Tutorial¶
Manipulate Predicted Routes¶
If you just want to start manipulating your predicted routes right away, this page will
help you getting started.
Our process_routes() function wraps the main functionalities of our package, providing
a simple interface to perform some useful applications, to work both I/O stream and in memory stream.
So, you used IBMRXN or Askcos (or both!) to predict some routes for a molecule and you have the results in json files. In order to start manipulating the routes, let’s read the json file and transform the predictions in a list of graph objects.
First of all, let’s import the process_routes() function
from linchemin.interfaces.workflows import process_routes
This function is really all you need to start working with you predictions. It is called by
specifying the path of the json files and the name of the CASP tool(s) that generated them as a dictionary,
and the optional arguments output_format and out_data_model.
The former sets the format of the output file in which the routes will be written (default is json,
but csv is also available) and the latter the data model
of the output routes (default is bipartite, with both molecule and reaction nodes, but monopartite reactions and
monopartite molecules are also available).
In the example below we transform the routes generated by two different CASP tools in monopartite-reactions only,
SynGraph objects, i.e., in instances of the
MonopartiteReacSynGraph class, and we write them into a json file.
output = process_routes({'ibmrxn_file.json': 'ibmrxn', # path of input file generated by IBMRXN
'askcos_file.json': 'askcosv1'}, # path of input file generated by AskcosV1
out_data_model='monopartite_reactions')# selected output data model
The function creates a json file called ‘routes.json’ containing the predicted routes
as dictionaries of nodes and edges, as well as the WorkflowOutput
object, whose attribute routes_list
stores the routes as a list of MonopartiteReacSynGraph instances.
The SynGraph format, and its subclasses are the
working formats for many of the functionalities implemented in LinChemIn and they also ensure
that the chemical information in your graphs is correct.
In case you are interested in selecting a different data model
or you just want to find out which are the available options,
you can import the get_workflow_options() function and type:
from linchemin.interfaces.workflows import get_workflow_options
get_workflow_options(verbose=True)
This will print to your screen all the available options and the
default values of the process_routes function. The information will also be returned
as dictionary. In case you do not want to have the information printed on the screen, just set verbose
to False (or simply do not specify it).
The basic functionality of the process_routes function, i.e., reading and writing the routes,
wraps the translate functionality exposed by the facade() function,
which, in turns, wraps the translator() function of the translate module.

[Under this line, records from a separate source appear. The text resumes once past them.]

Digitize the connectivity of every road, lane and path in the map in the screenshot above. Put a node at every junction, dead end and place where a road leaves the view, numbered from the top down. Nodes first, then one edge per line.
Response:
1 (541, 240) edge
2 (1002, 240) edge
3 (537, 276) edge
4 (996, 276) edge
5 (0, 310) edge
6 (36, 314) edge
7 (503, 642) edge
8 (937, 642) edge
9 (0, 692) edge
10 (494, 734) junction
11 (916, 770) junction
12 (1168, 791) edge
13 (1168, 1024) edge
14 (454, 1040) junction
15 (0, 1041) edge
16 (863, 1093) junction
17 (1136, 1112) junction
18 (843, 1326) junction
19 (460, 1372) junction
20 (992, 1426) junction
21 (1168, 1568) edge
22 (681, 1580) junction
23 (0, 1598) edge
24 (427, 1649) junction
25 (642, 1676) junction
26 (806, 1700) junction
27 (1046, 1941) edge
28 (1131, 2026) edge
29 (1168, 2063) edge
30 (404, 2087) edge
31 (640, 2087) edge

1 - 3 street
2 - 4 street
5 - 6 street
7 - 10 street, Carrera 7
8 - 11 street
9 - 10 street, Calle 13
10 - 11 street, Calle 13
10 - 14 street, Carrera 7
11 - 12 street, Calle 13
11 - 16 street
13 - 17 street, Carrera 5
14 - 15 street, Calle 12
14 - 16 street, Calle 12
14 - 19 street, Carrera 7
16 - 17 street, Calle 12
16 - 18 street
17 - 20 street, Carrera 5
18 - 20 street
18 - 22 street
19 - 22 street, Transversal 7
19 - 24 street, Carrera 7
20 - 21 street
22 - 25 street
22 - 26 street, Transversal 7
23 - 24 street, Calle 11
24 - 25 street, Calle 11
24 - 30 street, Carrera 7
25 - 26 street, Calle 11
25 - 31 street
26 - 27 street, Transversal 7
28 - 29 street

The latter hosts all the functions and classes to handle the translation of graph objects between formats.
In case you want a better understanding of the
functions behind the facade or just need more freedom for converting your routes, you can check them
and the helper function facade_helper() out.
Reactions atom mapping¶
In the routes predicted by CASP tools, it is very likely that the roles of the Molecules in the involved reactions are incorrect, with reagents appearing as reactants. In order to improve the chemical information in your route you might want to perform the atom mapping on the involved reactions and LinChemIn has a full machinery to do that!
Be aware, however, that the atom-to-atom mapping tool is part of our separate library LinChemIn_Services
and that you will need to install it in order to access the atom mapping functionality.
But don’t worry, LinChemIn_Services is freely available and it can be found
at https://github.com/syngenta/linchemin_services together with the documentation for its installation and
usage. You can also check out the Atom-to-Atom Mapping page for some additional information
(including some details about the module responsible for the mapping functionality and the usage
of the mapping information, if you are interested).
Once you have the atom mapping machinery up and running, you can easily access it through the usual
process_routes() function: you just need to set to True the mapping
argument. The rxnmapper tool will be called to map all the routes in you set.
In the code snippet below, we read the routes predicted by two different CASP tools, we map all the involved reactions and we write the mapped routes into a json file. The atom-to-atom mapping is performed with ‘rxnmapper’.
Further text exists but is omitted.